A kinder and gentler abomination?

I am not the only one who has wondered out loud whether Prodigious Progeny Kim Jong-ŭn could actually turn out to be North Korea's Gorbachev, or at least North Korea's Deng Xiaoping. And in that vein, it's easy to imagine (or at least hope) that a birthday amnesty could be a signal of better things to come.

Or maybe North Korea's Dukakis?

From the BBC:
North Korea says it will grant an amnesty for prisoners to mark the birthdays of two late leaders.

State news agency KCNA said that the amnesty would begin from 1 February, in honour of Kim Jong-il, who died last month, and his father Kim Il-sung.
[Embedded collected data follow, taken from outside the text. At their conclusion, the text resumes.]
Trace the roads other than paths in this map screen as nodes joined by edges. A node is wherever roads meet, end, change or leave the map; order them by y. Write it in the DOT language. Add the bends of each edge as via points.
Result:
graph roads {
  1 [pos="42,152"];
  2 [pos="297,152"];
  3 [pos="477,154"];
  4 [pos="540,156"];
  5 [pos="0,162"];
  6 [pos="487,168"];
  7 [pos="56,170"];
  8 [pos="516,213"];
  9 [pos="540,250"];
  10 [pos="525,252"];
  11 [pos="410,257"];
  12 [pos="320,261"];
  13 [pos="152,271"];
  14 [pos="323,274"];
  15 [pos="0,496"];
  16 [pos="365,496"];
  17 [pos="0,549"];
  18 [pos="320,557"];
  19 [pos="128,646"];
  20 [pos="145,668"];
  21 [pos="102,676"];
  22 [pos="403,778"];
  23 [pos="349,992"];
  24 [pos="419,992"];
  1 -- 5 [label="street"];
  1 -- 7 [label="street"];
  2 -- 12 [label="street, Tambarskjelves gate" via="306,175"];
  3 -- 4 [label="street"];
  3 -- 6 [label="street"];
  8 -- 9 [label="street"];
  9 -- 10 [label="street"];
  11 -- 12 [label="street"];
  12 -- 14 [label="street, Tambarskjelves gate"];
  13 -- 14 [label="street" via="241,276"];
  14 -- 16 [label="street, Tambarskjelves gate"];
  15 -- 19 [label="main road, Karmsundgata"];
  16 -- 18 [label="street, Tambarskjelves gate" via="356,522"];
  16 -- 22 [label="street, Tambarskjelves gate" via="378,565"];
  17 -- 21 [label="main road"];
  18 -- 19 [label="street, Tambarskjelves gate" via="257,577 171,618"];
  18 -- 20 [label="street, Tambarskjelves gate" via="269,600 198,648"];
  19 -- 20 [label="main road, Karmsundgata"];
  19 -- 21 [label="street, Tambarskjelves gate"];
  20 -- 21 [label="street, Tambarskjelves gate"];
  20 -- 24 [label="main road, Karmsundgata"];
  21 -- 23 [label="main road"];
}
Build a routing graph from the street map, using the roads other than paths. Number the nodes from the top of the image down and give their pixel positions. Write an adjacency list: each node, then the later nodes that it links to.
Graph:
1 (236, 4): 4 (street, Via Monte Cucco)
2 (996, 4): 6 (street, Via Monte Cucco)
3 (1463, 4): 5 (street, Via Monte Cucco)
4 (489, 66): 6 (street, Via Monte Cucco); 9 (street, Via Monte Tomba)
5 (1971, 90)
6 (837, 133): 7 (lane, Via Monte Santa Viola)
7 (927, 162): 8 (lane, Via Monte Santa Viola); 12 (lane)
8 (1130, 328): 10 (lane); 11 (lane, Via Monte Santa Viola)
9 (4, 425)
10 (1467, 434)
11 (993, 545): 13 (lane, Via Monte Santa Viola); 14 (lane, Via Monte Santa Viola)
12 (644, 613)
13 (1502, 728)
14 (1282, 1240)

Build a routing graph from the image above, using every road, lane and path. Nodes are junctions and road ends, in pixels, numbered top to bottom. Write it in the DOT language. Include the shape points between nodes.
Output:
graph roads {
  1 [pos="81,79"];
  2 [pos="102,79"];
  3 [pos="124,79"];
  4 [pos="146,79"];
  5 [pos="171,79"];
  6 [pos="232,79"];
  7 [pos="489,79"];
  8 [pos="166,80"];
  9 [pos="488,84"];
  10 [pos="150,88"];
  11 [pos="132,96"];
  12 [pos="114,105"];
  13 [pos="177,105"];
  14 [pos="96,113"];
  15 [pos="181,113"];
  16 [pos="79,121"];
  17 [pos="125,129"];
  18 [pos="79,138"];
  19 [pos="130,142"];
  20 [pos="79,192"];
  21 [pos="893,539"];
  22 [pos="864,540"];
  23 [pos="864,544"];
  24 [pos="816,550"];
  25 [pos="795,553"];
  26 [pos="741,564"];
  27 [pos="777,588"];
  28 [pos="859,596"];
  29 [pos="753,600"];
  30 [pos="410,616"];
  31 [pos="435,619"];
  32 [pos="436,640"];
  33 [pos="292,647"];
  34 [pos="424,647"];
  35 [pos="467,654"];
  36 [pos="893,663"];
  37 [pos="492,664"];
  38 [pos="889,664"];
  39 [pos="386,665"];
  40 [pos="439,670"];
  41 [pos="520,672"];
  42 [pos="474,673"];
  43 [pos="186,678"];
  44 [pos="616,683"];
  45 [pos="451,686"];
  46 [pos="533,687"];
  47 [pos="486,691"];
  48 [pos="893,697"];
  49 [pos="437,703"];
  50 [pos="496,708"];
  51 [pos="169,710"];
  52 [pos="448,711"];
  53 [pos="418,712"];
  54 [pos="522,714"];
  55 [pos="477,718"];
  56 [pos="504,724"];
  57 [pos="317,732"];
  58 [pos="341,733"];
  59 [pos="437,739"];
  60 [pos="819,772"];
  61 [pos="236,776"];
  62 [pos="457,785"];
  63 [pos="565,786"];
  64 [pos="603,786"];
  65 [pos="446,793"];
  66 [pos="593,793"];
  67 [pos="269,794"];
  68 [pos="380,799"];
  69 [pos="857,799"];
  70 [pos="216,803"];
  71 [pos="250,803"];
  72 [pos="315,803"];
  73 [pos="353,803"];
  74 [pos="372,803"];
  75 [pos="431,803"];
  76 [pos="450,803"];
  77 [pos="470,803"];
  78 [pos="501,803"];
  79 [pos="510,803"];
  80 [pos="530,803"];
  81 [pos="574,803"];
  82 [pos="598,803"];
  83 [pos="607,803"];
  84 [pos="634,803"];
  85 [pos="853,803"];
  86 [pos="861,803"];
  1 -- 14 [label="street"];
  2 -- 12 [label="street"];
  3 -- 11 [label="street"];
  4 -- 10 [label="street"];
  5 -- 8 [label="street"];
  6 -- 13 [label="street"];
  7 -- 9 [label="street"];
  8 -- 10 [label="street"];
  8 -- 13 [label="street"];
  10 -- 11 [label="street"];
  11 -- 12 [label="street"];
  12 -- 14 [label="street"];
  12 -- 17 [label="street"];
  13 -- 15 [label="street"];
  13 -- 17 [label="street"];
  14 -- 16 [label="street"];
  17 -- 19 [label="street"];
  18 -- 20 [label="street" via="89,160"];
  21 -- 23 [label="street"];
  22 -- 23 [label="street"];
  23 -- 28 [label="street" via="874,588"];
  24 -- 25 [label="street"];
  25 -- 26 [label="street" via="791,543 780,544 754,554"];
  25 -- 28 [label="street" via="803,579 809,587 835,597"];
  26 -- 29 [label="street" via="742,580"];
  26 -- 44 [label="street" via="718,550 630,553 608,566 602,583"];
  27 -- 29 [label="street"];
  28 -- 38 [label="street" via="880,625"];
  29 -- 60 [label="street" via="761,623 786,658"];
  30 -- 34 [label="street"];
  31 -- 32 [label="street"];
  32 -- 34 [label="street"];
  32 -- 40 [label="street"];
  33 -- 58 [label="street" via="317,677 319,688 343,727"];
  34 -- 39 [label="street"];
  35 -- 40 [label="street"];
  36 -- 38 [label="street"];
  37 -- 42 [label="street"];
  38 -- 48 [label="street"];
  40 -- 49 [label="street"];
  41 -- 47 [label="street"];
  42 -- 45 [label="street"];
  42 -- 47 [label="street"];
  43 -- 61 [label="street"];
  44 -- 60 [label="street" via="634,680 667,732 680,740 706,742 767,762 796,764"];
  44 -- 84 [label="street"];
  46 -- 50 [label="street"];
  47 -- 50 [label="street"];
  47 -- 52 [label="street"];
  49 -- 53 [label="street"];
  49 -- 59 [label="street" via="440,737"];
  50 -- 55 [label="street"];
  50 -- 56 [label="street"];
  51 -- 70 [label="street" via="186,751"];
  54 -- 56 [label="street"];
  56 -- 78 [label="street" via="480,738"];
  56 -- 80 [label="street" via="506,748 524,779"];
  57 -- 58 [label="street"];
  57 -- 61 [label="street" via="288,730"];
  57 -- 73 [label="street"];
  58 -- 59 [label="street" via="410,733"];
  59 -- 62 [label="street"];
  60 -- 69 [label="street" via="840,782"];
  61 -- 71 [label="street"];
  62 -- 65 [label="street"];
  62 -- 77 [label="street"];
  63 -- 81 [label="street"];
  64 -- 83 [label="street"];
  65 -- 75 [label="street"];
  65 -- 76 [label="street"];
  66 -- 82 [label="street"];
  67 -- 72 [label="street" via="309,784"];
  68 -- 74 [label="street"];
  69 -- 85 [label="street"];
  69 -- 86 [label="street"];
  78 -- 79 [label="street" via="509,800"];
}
No information was given as to how many prisoners would be released or who.

Amnesty International estimates as many as 200,000 people are being held in political prison camps around the country.

KCNA said that the amnesty embodied the "noble, benevolent and all-embracing politics of President Kim Il-sung and leader Kim Jong-il".
The Dear Leader's seventieth birthday and the Great Leader's hundredth birthday are both auspicious occasions (yeah, yeah, I know they're dead, but birthdays get marked anyway, just like with Jesus and Buddha, though the latter are likely in an environment closer to room-temperature), and that could be just the excuse that the reformists — if in fact they exist — may need in order to release thousands and therefore nudge things toward normalcy.

We'll have to wait and see.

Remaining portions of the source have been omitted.